Saw on my Instagram today a beautiful piece (broadside/leaflet) on smallpress_bookshelf’s feed – DRY SPELL by Nelson Ball, with a print by his wife Barbara Caruso. Published by her Seripress (1973). Here’s the poem:
DRY SPELL
storm
clouds
roll
past
tease
these
rattling
aspens.
@78. The aspen is often called a “quaking or trembling aspen.” And Caruso’s accompanying image could be said to “tremble.” So beautiful.
@79.
I have loved Ball’s poetry since I picked up a secondhand copy of his With Issa: Poems 1964-1971 published by ECW in 1991. Here’s a little documentary made up of photos taken at their home in Paris Ontario –
March 27, 2024
@80. Back in the studio for a bit to get the ball rolling on this year’s Griffins. Picked up a bomboloni on route – such memories of my time in Florence!
@81. My niece L. recommended the anime “Delicious in Dungeon,” another of those food oriented ones (which she knows I like). In this one, the little group of adventurers figure out how to eat the monsters they are battling. Very “nose to tail.”
March 28, 2024
@82. Found a site today that I’m planning on spending some time with – poet Christopher Patton’s The Art of Compost.
March 29, 2024
@83. Leafing through my David Wah collection today I came across a fascicle called “Earth” published by “The Institute of Further Studies” (Wah was an editor). It was one of 29 fascicles published between 1970 and 2002 working through a “text/diagram” of Charles Olsen’s called “A Curriculum of the Soul.” Read a short piece about the project by Joanne Kyger.
March 30, 2024
@84. My copy of Borderblur Poetics: Intermedia and Avant-Gardism in Canada, 1963-1988 by Eric Schmaltz arrived today!
@85. Easter dinner party tonight. Served “La Tur” and “Castelmagno” cheeses from Piedmont. Erdinger Dunkel beer in tall glasses and Irish stew with mashed potatoes. Clearly all over the place with this one! (also found some chestnut flower honey from Croatia…) M. made white chocolate cheesecake for dessert.
March 31, 2024
@86. Decided to buy the tenth anniversary issue of “Touch the Donkey” a small poetry journal. For more see Rob Mclennan over at Above/Ground Press (on Blogger for thirty years!)

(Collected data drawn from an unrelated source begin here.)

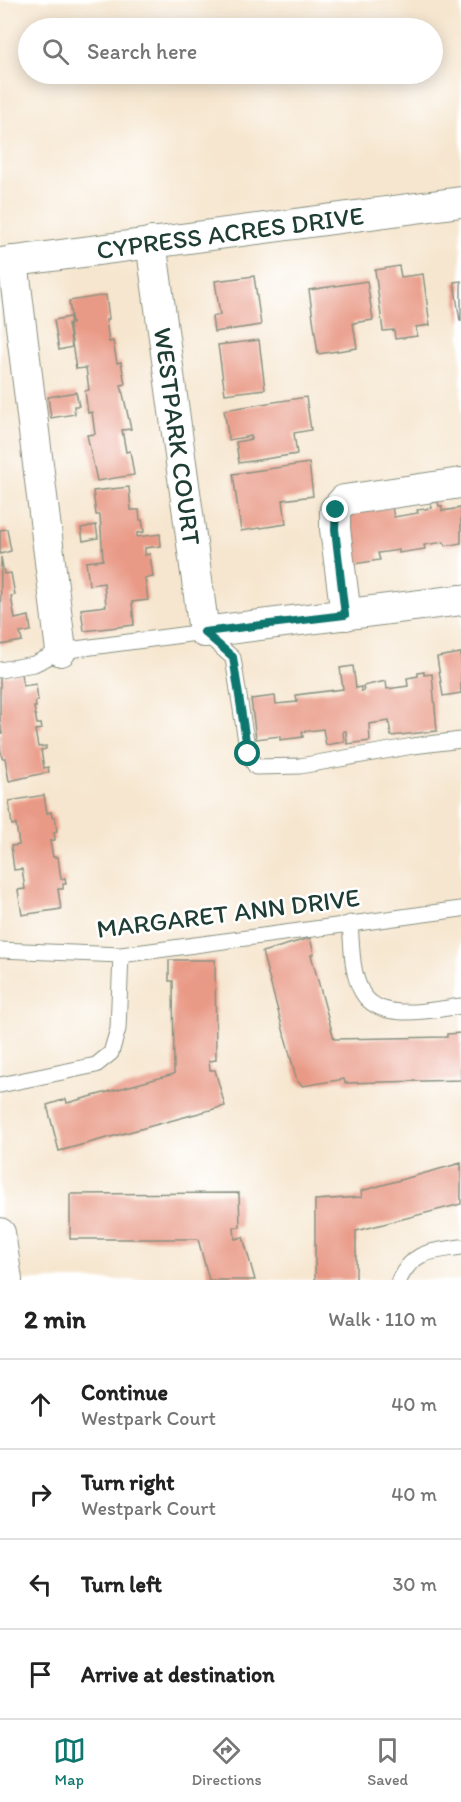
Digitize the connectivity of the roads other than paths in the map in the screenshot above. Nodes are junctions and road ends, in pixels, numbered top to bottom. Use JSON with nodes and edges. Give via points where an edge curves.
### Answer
{"nodes":[{"id":1,"x":461,"y":202,"type":"edge"},
{"id":2,"x":151,"y":242,"type":"junction"},
{"id":3,"x":6,"y":262,"type":"edge"},
{"id":4,"x":461,"y":483,"type":"edge"},
{"id":5,"x":461,"y":600,"type":"edge"},
{"id":6,"x":345,"y":615,"type":"junction"},
{"id":7,"x":204,"y":632,"type":"junction"},
{"id":8,"x":61,"y":651,"type":"junction"},
{"id":9,"x":0,"y":670,"type":"edge"},
{"id":10,"x":461,"y":740,"type":"edge"},
{"id":11,"x":461,"y":909,"type":"edge"},
{"id":12,"x":350,"y":923,"type":"junction"},
{"id":13,"x":0,"y":950,"type":"edge"},
{"id":14,"x":121,"y":955,"type":"junction"},
{"id":15,"x":461,"y":1006,"type":"edge"},
{"id":16,"x":0,"y":1085,"type":"edge"},
{"id":17,"x":0,"y":1233,"type":"edge"},
{"id":18,"x":461,"y":1247,"type":"edge"},
{"id":19,"x":7,"y":1280,"type":"edge"},
{"id":20,"x":399,"y":1280,"type":"edge"}],
"edges":[{"from":1,"to":2,"type":"street","name":"CYPRESS ACRES DRIVE"},
{"from":2,"to":3,"type":"street","name":"CYPRESS ACRES DRIVE"},
{"from":2,"to":7,"type":"street","name":"WESTPARK COURT"},
{"from":3,"to":8,"type":"street"},
{"from":4,"to":6,"type":"street","via":[[344,500],[336,510],[335,529]]},
{"from":5,"to":6,"type":"street"},
{"from":6,"to":7,"type":"street"},
{"from":7,"to":8,"type":"lane"},
{"from":7,"to":10,"type":"lane","via":[[233,657],[248,754],[256,767],[300,766]]},
{"from":8,"to":9,"type":"lane","via":[[34,664]]},
{"from":11,"to":12,"type":"lane","name":"MARGARET ANN DRIVE"},
{"from":12,"to":14,"type":"lane","name":"MARGARET ANN DRIVE"},
{"from":12,"to":15,"type":"lane","via":[[356,975],[371,1004],[386,1011]]},
{"from":13,"to":14,"type":"lane","name":"MARGARET ANN DRIVE"},
{"from":14,"to":16,"type":"lane","via":[[118,1029],[111,1053],[96,1065]]},
{"from":17,"to":19,"type":"street"},
{"from":18,"to":20,"type":"lane","via":[[421,1255],[410,1262]]}]}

@87. Not sure how I found it but landed on “from a secret location: poetry, little mags, small presses and transient documents from the mimeo era and beyond”. It’s a web version of an exhibition and book. The About page has a b/w photo of a view through a window (with text) by Alan Ginsberg.
@88.
I’d seen that photo, along with many other images and documents, in a video by Alec Soth called “Rambling Talk about John Cage.” Soth made this video at the beginning of Covid (as we all shifted to online) and I loved it for many reasons: its “show and tell” quality (which I picked up and used in my book design classes); its enthusiastic, unscripted flow; and its turn to Cage (he calls him a “tonic” – something we were all looking for pre-vaccine). In those early days I had pulled out my copy of Silence without knowing why.